5 It is true that the parties intended that the surveyor mark and the deed convey 38 acres. This, however, is an action in trespass to try title and not a suit for reformation, and the inquiry is not what the deed should convey, but what it did convey. The immediate intention of the parties when the deed was executed and delivered was that it should convey the land which had been surveyed and marked by Choice. They caused him to make the survey in order to ascertain certainly and to mark on the ground the land to be conveyed. They accompanied him on the survey and saw him mark the east line. They caused a deed to be prepared containing field notes made by Choice and describing as they understood it the land which he had surveyed. A short time later they built their division fence on the east line as the surveyor had marked it and acquisced in this line for nearly ten years. In view of these facts the footsteps rule cannot be disregarded. Application of the other rules of construction to which reference has been made would defeat rather than make effective the intention of the parties.

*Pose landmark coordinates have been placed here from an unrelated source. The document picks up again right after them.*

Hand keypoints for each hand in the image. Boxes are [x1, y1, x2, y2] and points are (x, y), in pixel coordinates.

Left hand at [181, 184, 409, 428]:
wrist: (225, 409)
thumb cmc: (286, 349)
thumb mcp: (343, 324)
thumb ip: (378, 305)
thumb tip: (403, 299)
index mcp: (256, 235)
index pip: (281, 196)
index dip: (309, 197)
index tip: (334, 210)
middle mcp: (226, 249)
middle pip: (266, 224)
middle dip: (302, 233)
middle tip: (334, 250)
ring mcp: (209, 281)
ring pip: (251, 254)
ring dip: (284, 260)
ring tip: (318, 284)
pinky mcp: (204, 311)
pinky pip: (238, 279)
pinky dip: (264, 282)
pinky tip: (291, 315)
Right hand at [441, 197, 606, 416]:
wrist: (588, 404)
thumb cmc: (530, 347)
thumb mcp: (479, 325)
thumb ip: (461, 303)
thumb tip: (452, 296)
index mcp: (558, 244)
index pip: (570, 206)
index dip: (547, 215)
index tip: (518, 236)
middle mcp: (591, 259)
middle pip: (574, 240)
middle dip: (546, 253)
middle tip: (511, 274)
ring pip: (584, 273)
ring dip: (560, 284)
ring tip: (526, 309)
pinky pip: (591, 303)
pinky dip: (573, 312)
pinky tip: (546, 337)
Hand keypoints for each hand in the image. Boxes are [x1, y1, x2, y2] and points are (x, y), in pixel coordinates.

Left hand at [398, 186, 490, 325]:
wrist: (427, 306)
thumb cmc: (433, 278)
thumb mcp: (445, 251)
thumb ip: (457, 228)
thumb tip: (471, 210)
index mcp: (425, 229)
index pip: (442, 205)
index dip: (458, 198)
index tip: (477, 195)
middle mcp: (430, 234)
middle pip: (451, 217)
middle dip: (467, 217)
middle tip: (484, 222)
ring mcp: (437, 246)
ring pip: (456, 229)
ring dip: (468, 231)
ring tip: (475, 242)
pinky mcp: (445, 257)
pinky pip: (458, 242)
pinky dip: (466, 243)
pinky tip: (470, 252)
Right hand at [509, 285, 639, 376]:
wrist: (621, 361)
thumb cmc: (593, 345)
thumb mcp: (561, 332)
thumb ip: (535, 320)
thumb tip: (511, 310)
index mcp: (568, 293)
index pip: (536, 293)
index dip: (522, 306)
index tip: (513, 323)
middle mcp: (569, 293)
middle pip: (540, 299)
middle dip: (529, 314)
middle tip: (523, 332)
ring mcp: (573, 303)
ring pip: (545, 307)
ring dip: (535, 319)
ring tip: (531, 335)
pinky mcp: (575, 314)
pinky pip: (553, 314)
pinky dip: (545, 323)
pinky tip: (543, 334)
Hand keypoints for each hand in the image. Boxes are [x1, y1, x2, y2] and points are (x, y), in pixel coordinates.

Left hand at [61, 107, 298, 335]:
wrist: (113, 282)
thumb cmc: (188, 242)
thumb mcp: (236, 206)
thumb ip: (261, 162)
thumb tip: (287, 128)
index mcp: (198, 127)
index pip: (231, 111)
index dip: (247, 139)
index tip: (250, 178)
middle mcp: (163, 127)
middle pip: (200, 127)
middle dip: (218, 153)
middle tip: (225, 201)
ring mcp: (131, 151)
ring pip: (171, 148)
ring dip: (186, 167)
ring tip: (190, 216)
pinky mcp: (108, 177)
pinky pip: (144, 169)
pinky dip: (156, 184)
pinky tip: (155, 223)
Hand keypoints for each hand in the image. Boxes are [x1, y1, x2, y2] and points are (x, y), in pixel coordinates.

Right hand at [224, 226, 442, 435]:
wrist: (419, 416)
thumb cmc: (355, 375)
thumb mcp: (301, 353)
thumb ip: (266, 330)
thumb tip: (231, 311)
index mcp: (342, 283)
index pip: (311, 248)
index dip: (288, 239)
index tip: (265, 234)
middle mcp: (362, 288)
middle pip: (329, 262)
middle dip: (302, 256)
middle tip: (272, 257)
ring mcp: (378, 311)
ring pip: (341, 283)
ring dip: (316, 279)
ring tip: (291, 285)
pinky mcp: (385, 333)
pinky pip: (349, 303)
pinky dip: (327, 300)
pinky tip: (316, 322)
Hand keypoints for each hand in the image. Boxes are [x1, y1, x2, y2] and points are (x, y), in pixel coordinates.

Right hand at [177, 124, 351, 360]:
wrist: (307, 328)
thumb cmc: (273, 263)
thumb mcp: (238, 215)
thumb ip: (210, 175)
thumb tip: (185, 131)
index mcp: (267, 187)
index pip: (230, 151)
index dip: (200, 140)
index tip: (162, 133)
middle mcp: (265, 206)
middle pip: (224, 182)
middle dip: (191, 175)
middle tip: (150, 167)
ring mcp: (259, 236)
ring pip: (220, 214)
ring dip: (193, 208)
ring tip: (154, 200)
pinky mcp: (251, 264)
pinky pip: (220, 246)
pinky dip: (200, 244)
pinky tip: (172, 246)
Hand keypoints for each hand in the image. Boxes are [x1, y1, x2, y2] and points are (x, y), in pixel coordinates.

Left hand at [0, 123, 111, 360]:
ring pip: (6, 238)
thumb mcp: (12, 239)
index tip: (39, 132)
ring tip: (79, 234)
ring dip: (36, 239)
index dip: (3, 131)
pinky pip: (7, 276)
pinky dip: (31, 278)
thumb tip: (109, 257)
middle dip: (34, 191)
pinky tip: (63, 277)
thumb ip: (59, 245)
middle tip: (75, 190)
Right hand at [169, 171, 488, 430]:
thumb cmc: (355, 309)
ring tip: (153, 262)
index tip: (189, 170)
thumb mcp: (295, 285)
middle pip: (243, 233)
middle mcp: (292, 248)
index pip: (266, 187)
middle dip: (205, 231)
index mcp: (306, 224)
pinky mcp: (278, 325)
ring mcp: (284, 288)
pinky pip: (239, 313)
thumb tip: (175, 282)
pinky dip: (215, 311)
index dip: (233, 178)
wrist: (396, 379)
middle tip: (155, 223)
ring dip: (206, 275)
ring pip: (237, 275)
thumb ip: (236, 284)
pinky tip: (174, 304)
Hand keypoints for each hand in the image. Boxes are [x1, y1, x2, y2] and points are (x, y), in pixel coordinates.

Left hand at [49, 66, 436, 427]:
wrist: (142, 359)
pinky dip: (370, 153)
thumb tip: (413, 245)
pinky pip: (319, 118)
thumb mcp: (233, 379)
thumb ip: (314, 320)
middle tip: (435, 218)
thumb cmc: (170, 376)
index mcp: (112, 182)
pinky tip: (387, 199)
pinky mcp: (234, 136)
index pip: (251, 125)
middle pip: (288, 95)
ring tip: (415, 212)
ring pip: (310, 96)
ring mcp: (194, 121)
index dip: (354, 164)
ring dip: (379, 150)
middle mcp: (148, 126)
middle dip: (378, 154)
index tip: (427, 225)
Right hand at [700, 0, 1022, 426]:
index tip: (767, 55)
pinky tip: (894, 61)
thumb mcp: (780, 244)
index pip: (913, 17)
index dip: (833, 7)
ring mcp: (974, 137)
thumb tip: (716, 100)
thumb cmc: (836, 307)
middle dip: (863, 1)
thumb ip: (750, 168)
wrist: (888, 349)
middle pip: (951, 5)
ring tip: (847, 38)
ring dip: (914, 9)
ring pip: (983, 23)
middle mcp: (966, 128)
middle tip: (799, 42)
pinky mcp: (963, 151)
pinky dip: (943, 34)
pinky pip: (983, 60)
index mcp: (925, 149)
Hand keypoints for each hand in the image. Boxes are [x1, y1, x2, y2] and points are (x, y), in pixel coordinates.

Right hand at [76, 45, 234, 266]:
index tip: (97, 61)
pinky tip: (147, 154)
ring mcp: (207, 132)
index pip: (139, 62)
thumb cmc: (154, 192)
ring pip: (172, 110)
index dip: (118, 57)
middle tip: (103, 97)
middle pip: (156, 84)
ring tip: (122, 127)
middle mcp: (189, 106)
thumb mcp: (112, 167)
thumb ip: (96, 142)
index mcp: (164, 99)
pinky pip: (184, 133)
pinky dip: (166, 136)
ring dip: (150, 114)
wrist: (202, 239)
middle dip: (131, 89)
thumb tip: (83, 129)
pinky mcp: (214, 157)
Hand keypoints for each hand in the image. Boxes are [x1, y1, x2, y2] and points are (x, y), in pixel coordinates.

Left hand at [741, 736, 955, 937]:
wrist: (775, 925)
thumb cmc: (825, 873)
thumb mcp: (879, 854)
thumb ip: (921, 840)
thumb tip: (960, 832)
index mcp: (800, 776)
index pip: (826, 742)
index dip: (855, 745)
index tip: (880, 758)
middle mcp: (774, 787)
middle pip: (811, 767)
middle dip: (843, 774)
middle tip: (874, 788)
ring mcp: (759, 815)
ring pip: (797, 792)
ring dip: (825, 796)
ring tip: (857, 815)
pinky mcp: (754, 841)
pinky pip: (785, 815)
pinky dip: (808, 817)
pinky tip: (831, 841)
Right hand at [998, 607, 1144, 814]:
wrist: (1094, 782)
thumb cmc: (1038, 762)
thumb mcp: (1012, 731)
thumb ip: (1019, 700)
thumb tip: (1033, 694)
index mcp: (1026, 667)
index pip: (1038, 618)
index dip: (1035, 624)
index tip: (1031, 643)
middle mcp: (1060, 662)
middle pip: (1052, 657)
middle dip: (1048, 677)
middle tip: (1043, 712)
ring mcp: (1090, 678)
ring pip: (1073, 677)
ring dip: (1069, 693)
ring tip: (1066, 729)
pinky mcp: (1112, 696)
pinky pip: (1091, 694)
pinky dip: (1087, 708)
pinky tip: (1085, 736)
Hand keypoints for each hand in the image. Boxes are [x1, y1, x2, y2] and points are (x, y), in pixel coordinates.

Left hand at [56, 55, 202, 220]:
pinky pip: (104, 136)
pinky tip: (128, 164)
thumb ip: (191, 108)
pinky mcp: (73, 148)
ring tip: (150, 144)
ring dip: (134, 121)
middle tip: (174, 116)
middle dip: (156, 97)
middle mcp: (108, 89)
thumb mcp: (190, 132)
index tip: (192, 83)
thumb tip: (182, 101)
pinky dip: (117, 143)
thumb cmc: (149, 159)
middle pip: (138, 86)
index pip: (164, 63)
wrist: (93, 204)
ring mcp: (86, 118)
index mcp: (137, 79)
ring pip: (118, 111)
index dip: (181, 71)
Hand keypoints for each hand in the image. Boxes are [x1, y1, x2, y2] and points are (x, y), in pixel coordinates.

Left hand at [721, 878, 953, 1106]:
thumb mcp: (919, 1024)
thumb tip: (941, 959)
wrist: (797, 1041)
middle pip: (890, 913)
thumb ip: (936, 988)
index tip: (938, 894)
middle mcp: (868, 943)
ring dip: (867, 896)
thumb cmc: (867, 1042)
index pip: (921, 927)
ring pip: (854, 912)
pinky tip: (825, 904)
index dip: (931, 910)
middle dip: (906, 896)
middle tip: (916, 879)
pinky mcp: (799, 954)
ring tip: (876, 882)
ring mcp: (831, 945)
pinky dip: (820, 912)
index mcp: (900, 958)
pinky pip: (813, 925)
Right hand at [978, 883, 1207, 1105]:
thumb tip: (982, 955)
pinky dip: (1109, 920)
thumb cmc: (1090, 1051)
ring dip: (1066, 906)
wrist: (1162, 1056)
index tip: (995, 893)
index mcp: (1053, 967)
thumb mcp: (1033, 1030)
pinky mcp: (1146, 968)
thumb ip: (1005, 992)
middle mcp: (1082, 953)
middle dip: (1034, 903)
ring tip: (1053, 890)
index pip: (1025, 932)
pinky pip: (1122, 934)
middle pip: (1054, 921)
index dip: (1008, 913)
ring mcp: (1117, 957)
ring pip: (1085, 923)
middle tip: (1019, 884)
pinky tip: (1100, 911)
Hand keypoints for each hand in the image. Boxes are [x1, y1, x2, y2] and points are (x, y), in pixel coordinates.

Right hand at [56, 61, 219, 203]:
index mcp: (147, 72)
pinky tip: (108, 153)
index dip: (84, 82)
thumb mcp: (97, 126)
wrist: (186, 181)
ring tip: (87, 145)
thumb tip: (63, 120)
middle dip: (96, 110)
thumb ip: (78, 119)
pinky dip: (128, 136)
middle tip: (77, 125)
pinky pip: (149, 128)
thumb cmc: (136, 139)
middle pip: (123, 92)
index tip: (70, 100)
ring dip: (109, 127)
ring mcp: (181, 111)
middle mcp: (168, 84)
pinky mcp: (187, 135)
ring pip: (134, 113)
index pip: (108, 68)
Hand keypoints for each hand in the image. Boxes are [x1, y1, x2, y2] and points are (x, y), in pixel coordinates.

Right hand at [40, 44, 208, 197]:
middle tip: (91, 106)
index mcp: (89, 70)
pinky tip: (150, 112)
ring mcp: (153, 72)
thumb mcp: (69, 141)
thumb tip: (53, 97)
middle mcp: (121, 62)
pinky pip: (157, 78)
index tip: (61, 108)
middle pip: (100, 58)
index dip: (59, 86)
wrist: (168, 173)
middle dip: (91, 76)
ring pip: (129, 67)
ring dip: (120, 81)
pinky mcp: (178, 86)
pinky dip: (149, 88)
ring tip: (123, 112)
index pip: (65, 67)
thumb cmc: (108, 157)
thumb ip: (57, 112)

There are no facts in evidence from which it could reasonably be inferred that the east line of the survey as marked by Choice was but a trial or preliminary line, or that after making a survey on the ground he abandoned it and undertook to prepare field notes describing a different tract from that which he had surveyed and marked.

The judgment of the Court of Civil Appeals is reversed and the judgment of the trial court affirmed.

Opinion adopted by Supreme Court October 16, 1935.